* [Records from a collection]
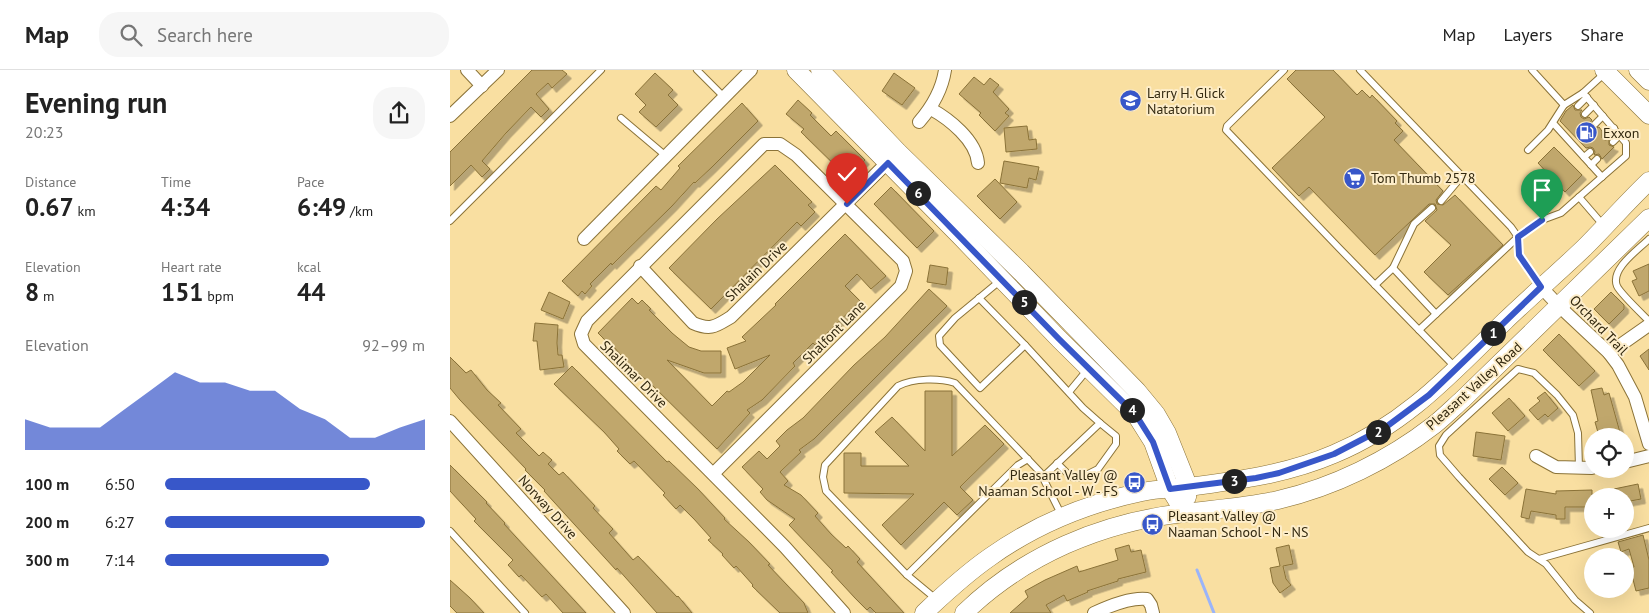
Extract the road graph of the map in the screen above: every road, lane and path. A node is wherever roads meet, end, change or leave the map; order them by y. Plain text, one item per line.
1 (467, 70) edge
2 (498, 70) edge
3 (601, 70) edge
4 (697, 70) edge
5 (751, 70) edge
6 (796, 70) edge
7 (820, 70) edge
8 (945, 70) edge
9 (1284, 70) edge
10 (1360, 70) edge
11 (1532, 70) edge
12 (1638, 70) edge
13 (1605, 71) edge
14 (1649, 81) edge
15 (482, 86) junction
16 (1585, 95) junction
17 (724, 97) junction
18 (1564, 105) junction
19 (1594, 105) junction
20 (1578, 106) dead end
21 (931, 108) junction
22 (1585, 114) dead end
23 (1649, 115) edge
24 (450, 116) edge
25 (1603, 116) junction
26 (621, 118) dead end
27 (918, 122) dead end
28 (1557, 124) junction
29 (1595, 124) dead end
30 (1614, 128) junction
31 (1606, 135) dead end
32 (1620, 136) junction
33 (1613, 142) dead end
34 (1528, 150) dead end
35 (1590, 152) dead end
36 (666, 156) junction
37 (893, 157) junction
38 (1584, 157) junction
39 (1597, 159) dead end
40 (978, 163) dead end
41 (1591, 165) junction
42 (1462, 176) junction
43 (1602, 177) junction
44 (1649, 181) edge
45 (1578, 197) junction
46 (1441, 200) dead end
47 (847, 204) junction
48 (1432, 208) dead end
49 (1649, 218) edge
50 (450, 221) edge
51 (1604, 226) junction
52 (1518, 237) junction
53 (584, 239) dead end
54 (1649, 239) edge
55 (640, 266) junction
56 (1393, 268) junction
57 (1002, 279) junction
58 (1375, 285) junction
59 (1541, 287) junction
60 (979, 298) junction
61 (1560, 307) junction
62 (1436, 314) junction
63 (1649, 321) edge
64 (1649, 325) edge
65 (1419, 330) junction
66 (1025, 345) junction
67 (1609, 353) junction
68 (1089, 368) junction
69 (1457, 368) junction
70 (1068, 392) junction
71 (450, 421) edge
72 (1100, 423) junction
73 (1649, 444) edge
74 (1536, 456) dead end
75 (1649, 456) edge
76 (1028, 459) junction
77 (1634, 460) edge
78 (1057, 463) junction
79 (1579, 468) junction
80 (1584, 468) edge
81 (713, 474) junction
82 (1042, 477) junction
83 (1188, 487) junction
84 (1170, 489) junction
85 (1185, 512) junction
86 (1062, 517) junction
87 (1649, 528) edge
88 (450, 531) edge
89 (1539, 559) junction
90 (907, 575) junction
91 (938, 600) junction
92 (525, 613) edge
93 (624, 613) edge
94 (844, 613) edge
95 (924, 613) edge
96 (964, 613) edge
97 (1094, 613) edge
98 (1153, 613) edge
99 (1590, 613) edge

1 - 15 street
2 - 15 street
3 - 50 lane
4 - 17 lane
5 - 17 street
6 - 37 main road
7 - 37 main road
8 - 21 street
9 - 58 lane
10 - 42 lane
11 - 18 lane
12 - 14 main road
13 - 16 lane
13 - 23 main road
15 - 24 street
16 - 18 lane
16 - 19 lane
16 - 20 lane
17 - 36 street
18 - 28 lane
19 - 22 lane
19 - 25 lane
21 - 27 street
21 - 40 street
25 - 29 lane
25 - 30 lane
26 - 36 lane
28 - 34 lane
28 - 38 lane
30 - 31 lane
30 - 32 lane
32 - 33 lane
32 - 43 lane
35 - 38 lane
36 - 53 street
37 - 47 street, Shalain Drive
37 - 57 main road
37 - 83 main road
38 - 41 lane
39 - 41 lane
41 - 43 lane
42 - 46 lane
42 - 52 lane
43 - 45 lane
44 - 51 main road, Pleasant Valley Road
45 - 51 lane
45 - 52 lane
47 - 55 street, Shalimar Drive
47 - 55 street, Shalain Drive
47 - 81 street, Shalfont Lane
48 - 56 lane
49 - 61 main road, Pleasant Valley Road
51 - 59 main road, Pleasant Valley Road
52 - 59 lane
52 - 62 lane
54 - 63 lane
55 - 81 street, Shalimar Drive
56 - 58 lane
56 - 62 lane
57 - 60 lane
57 - 68 main road
58 - 65 lane
59 - 61 street, Orchard Trail
59 - 69 main road, Pleasant Valley Road
60 - 66 lane
60 - 66 lane
61 - 67 street, Orchard Trail
61 - 85 main road, Pleasant Valley Road
62 - 65 lane
64 - 67 street
65 - 69 lane
66 - 70 lane
67 - 73 street, Orchard Trail
68 - 70 lane
68 - 84 main road
69 - 83 main road, Pleasant Valley Road
70 - 72 lane
71 - 93 street, Norway Drive
72 - 78 lane
72 - 78 lane
74 - 79 street
75 - 77 street
76 - 82 lane
76 - 90 lane
76 - 90 lane
78 - 82 lane
79 - 80 street
79 - 89 lane
81 - 94 street, Shalimar Drive
82 - 86 lane
83 - 84 main road, Pleasant Valley Road
83 - 85 main road
84 - 85 main road
84 - 86 main road, Pleasant Valley Road
85 - 96 main road, Pleasant Valley Road
86 - 91 main road, Pleasant Valley Road
87 - 89 lane
88 - 92 lane
89 - 99 lane
90 - 91 lane
91 - 95 main road, Pleasant Valley Road
97 - 98 street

* [Task requirements] The word "Shalimar" may appear in several lines of the data; copy every line where it does.

* [Solution to the problem]
47 - 55 street, Shalimar Drive
55 - 81 street, Shalimar Drive
81 - 94 street, Shalimar Drive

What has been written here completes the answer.